Obama claims ‘possibility’ of bomb on airliner caused crash

US President Obama claims 'possibility' of bomb on board of Russian airliner downed in Egypt, amid concerns on DAESH’s affiliate may have been responsible for Russian plane crash

Photo by: Reuters (Archive)
Photo by: Reuters (Archive)

US President Barack Obama on Thursday said that the “possibility” of a bomb on board the Russian airliner - flying over Egypt’s Sinai Peninsula - that crashed is very likely, agreeing with British PM David Cameron.  

Earlier on Wednesday, officials from the United States and the United Kingdom said that their intelligence dwelled the possible terror rampage on Saturday’s Russian plane crash in Egypt’s Sinai, being the result of a planted bomb on board.

Obama said in an interview with KIRO/CBS News Radio, that was quoted on CNN, "I think there's a possibility that there was a bomb on board. And we're taking that very seriously."

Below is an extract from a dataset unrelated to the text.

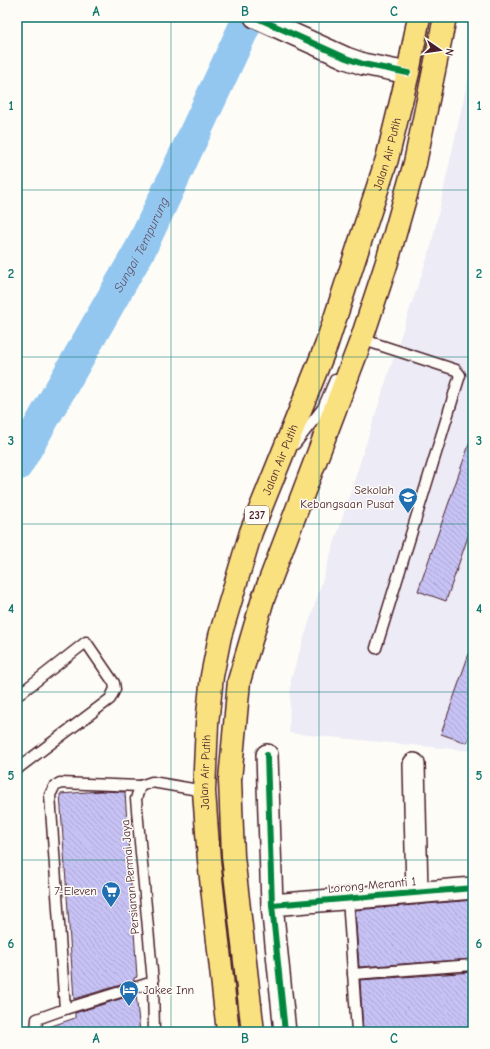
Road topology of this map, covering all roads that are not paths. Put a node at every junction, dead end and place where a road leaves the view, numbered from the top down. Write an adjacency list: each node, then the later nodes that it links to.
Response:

"We're going to spend a lot of time just making sure our own investigators and own intelligence community find out what's going on before we make any definitive pronouncements. But it's certainly possible that there was a bomb on board," he said.      

Meanwhile, more than 2,000 tourists from Britain were stranded at Sharm el Sheikh since Wednesday, after all flights to and from the UK were suspended as a part of a massive security clampdown.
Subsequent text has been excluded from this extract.